Anxiety is used as a general term for several disorders that have common symptoms – such as nervousness, worrying, apprehension and fear. Anxiety disorders can be classiﬁed into several more speciﬁc types. The most common are brieﬂy described below.
Generalized Anxiety Disorder (GAD) is characterized by unrealistic, persistent and excessive worry about everyday things. People with this disorder often expect the worst and experience exaggerated worry and tension, even when there is no apparent reason for concern.
Panic Disorder is characterized by brief or sudden attacks of intense terror and apprehension that leads to shaking, contusion, nausea, dizziness and difﬁculty breathing. Panic attacks tend to arise abruptly and seemingly out-of-the-blue, causing the individual to become preoccupied with the fear of a recurring attack.
Phobia is an irrational fear and avoidance of an object or situation. Phobias commonly focus on ﬂying, bridges, insects, heights, dental or medical procedures and elevators. Having phobias can disrupt daily routines, reduce self-esteem, limit work efﬁciency and put a strain on relationships.
Social Anxiety Disorder is characterized by a fear of being negatively judged and scrutinized by others in social or performance-related situations. Different variations of this type of anxiety include a fear of intimacy, stage fright and a fear of humiliation. People suffering from this disorder can sometimes isolate themselves in an attempt to avoid public situations and human contact.
Obsessive-Compulsive Disorder (OCD) is an anxiety disorder characterized by unwanted or intrusive thoughts, which often make the sufferer feel compelled to repeat certain behaviours or routines. Even when the OCD sufferers know the irrationality of their compulsions, they feel powerless to stop them. They may obsessively wash their hands, clean personal items or constantly check light switches, locks or stoves.
Post-Traumatic Stress Disorder (PTSD) is anxiety that results from previous trauma such as military combat, rape, a natural disaster, a serious accident or other life-threatening events. Most people who experience such events recover from them, but people with PTSD continue to be anxious and severely depressed for months or even years following the event. They often experience ﬂashbacks and behavioral changes in order to avoid certain stimuli.
Acupuncture Can Help. A clinical study conducted in China in 2010, has concluded that acupuncture is a “safe and effective” treatment for mood disorders including depression and severe anxiety, in some cases proving to increase the effectiveness of medication-based treatments. Additionally a 2009 study, again in China, determined that acupuncture alone could help patients who suffer from anxiety but cannot be chemically treated due to intolerable side-effects of medications.
In many Western schools of thought, anxiety disorders are considered to be dysfunctions in a person’s brain chemistry. An acupuncturist does not view anxiety as a brain dysfunction, but rather as an imbalance in a person’s organ system. ln Traditional Chinese Medicine, this imbalance is called Shan You Si (“anxiety & preoccupation”), and is believed to affect the main organs: the Heart, Lung, Spleen, Liver, and Kidneys. Each organ is related to different aspects of a person’s emotions.

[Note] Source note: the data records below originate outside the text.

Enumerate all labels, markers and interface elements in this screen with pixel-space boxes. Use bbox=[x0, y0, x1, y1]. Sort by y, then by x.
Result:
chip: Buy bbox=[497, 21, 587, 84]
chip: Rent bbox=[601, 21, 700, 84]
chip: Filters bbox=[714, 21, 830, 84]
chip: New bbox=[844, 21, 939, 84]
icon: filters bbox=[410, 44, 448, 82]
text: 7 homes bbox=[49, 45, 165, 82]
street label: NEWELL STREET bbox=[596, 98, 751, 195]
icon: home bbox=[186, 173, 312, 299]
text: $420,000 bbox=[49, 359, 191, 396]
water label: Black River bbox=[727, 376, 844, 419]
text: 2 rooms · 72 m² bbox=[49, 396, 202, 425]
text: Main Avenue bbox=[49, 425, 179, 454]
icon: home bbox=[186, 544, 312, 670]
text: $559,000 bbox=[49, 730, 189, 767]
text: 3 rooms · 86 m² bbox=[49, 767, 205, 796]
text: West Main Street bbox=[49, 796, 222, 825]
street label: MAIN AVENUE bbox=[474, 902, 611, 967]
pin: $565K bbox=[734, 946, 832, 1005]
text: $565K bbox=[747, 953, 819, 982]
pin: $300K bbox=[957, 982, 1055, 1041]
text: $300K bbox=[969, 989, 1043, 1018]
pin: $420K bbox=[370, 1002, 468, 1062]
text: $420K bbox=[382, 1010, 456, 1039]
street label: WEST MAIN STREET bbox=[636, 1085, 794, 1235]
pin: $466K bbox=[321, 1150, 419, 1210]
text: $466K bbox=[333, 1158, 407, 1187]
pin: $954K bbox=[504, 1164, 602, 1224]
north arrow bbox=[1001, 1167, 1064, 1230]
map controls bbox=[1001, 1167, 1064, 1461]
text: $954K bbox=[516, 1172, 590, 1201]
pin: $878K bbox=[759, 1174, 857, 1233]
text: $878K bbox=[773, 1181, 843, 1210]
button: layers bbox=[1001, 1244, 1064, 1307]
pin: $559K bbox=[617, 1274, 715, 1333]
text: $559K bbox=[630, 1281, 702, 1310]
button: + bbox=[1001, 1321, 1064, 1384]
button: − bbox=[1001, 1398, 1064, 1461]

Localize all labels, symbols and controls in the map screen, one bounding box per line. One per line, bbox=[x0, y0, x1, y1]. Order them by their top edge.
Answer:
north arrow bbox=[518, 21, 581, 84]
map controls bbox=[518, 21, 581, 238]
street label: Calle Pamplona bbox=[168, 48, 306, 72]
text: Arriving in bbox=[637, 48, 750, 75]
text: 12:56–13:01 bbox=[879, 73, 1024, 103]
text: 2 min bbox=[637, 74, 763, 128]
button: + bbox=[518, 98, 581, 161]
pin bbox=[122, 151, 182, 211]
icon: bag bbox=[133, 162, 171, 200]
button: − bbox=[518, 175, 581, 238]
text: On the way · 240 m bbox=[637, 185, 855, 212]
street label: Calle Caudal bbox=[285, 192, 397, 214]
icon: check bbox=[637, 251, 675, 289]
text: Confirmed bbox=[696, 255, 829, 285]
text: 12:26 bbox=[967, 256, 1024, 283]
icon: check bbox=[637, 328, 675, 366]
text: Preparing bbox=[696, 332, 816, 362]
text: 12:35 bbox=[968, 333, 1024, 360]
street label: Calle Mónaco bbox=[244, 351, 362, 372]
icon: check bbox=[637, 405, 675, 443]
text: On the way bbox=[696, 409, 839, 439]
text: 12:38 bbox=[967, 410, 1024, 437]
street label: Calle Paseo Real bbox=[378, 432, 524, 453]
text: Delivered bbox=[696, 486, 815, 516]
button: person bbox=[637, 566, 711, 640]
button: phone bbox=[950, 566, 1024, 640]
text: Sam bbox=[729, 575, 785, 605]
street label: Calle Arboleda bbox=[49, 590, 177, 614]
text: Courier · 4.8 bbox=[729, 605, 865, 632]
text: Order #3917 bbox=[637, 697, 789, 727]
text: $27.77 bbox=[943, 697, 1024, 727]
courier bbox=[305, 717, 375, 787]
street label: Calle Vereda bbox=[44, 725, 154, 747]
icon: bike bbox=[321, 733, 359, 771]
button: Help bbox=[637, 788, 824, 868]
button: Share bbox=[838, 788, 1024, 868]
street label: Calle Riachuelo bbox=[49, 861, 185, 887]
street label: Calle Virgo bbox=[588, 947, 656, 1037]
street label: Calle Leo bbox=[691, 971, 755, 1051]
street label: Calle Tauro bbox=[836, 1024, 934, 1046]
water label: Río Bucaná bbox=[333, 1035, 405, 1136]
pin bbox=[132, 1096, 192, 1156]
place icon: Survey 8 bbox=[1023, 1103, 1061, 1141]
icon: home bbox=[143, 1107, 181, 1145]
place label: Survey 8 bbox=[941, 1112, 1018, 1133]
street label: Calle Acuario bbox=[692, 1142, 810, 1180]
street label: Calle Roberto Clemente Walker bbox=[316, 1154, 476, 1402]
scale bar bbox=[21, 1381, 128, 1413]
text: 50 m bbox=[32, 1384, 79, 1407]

For instance, worry is said to affect the Spleen, grief affects the Lungs, anger the Liver, fear the Kidneys, and lack of joy the Heart. If a person experiences one or more of these emotions over a long period of time due to lifestyle, dietary, hereditary and environmental factors, it can cause an imbalanced emotional state and lead to various anxiety disorders.
The role of an acupuncturist is to investigate the underlying causes of the anxiety by carrying out a thorough diagnostic evaluation in order to determine which organ system has been affected and is out of balance. The acupuncturist will then seek to restore the imbalance by inserting ﬁne, sterile needles into the points correlating to those organs. Additionally, acupuncture helps to reduce stress, ultimately encouraging and supporting a greater sense of well-being and balance.